Trouble is, many of those stories just aren’t true.
Below I posted about a Fort Worth Star Telegram article that leads with the tale of Whitney Johnson, a 26-year-old new mother who suffers from multiple sclerosis (MS). Her insurer just cancelled her policy, and according to Johnson, new insurance would cost her over $1,000 a month.
That claim stopped me in my tracks. Under the ACA, no 26-year-old could be charged $1,000 monthly – even if she has MS.
Obamacare prohibits insurers from charging more because a customer suffers from a pre-existing condition.

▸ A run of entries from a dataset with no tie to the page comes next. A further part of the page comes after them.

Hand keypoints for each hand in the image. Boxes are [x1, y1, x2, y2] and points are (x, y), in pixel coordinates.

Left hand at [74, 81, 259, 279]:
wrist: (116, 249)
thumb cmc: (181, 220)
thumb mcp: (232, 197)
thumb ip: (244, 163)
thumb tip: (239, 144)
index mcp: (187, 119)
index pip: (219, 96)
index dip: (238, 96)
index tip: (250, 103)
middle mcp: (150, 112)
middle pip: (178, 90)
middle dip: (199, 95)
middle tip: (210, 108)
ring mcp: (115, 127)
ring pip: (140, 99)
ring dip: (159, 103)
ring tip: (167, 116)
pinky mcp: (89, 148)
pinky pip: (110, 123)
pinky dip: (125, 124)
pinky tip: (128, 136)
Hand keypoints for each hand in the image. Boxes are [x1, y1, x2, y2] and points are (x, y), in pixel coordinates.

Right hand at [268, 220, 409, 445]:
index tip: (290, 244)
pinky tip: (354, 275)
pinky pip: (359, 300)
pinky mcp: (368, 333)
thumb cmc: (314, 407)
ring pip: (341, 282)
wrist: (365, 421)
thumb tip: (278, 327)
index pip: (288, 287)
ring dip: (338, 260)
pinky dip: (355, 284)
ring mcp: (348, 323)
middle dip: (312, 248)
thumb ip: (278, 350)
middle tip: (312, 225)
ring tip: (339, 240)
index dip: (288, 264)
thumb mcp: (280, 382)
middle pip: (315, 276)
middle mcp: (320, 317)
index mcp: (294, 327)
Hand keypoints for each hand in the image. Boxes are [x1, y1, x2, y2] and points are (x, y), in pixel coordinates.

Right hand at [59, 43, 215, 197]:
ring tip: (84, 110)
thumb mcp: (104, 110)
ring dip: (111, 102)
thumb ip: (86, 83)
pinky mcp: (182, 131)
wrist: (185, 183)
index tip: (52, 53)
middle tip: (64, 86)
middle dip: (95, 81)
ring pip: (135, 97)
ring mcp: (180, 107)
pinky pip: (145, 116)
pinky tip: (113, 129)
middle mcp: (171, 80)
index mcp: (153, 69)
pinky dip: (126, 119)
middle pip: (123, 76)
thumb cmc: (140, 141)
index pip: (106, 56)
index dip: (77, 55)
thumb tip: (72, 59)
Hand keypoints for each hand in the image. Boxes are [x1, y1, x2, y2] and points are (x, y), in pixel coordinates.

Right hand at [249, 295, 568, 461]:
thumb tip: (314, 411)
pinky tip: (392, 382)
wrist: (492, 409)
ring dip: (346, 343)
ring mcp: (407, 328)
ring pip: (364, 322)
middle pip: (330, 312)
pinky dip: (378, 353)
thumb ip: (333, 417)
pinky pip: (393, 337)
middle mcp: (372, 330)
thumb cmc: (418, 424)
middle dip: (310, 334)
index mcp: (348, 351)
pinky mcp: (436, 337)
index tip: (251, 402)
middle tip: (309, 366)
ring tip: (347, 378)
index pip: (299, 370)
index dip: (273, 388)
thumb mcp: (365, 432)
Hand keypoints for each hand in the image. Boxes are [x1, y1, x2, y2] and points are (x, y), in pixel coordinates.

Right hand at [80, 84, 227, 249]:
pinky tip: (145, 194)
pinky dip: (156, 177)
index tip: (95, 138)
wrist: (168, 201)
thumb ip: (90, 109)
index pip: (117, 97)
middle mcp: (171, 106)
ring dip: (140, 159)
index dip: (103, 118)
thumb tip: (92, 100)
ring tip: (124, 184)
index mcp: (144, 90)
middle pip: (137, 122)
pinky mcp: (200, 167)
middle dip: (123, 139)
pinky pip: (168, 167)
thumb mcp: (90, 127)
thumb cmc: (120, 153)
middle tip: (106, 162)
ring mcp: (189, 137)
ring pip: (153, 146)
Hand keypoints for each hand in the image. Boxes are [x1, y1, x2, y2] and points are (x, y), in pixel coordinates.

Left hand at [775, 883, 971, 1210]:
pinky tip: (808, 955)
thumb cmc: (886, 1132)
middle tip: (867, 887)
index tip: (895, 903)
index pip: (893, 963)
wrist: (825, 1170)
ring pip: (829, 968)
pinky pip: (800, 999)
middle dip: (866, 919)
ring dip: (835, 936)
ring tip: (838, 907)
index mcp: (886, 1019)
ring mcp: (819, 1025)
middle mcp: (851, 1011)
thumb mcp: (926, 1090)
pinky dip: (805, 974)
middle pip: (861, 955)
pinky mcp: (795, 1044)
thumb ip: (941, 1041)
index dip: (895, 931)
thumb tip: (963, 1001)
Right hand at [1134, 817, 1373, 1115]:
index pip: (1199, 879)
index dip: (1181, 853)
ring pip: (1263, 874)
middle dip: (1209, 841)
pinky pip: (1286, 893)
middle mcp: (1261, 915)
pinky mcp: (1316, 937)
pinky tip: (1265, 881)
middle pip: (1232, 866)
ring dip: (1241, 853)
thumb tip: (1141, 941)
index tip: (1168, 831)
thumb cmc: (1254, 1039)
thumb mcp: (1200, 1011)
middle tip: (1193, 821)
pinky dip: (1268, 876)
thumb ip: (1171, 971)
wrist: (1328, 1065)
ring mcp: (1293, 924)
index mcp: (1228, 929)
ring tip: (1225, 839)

This rule applies to all new policies, whether they are sold inside or outside the exchanges.
At that point, I knew that something was wrong.
When I checked the exchange – plugging in Johnson’s county and her age – I soon found a Blue Choice Gold PPO plan priced at $332 monthly (just $7 more than she had been paying for the plan that was cancelled). Co-pays to see a primary care doctor would run just $10 ($50 to visit a specialist) and she would not have to pay down the $1,500 deductible before the insurance kicked in.
My radar went up: Recently, I have been reading more and more reports regarding “fake Obamacare victims.”
Now I couldn’t help but wonder: Who are these folks in the Start-Telegram story? The paper profiled four people who supposedly had been hurt by Obamacare. When I Googled their names I soon discovered that three (including Johnson) wereTea Party members.
The paper describes them as among Obamacare’s “losers,” but the truth is that they didn’t want to be winners. Two hadn’t even attempted to check prices in the exchanges.
Meanwhile, it appeared no one at the Star-Telegram even attempted to run a background check on the sources, or fact-check their stories. I couldn’t help but wonder: “Why?”
The answer will surprise you.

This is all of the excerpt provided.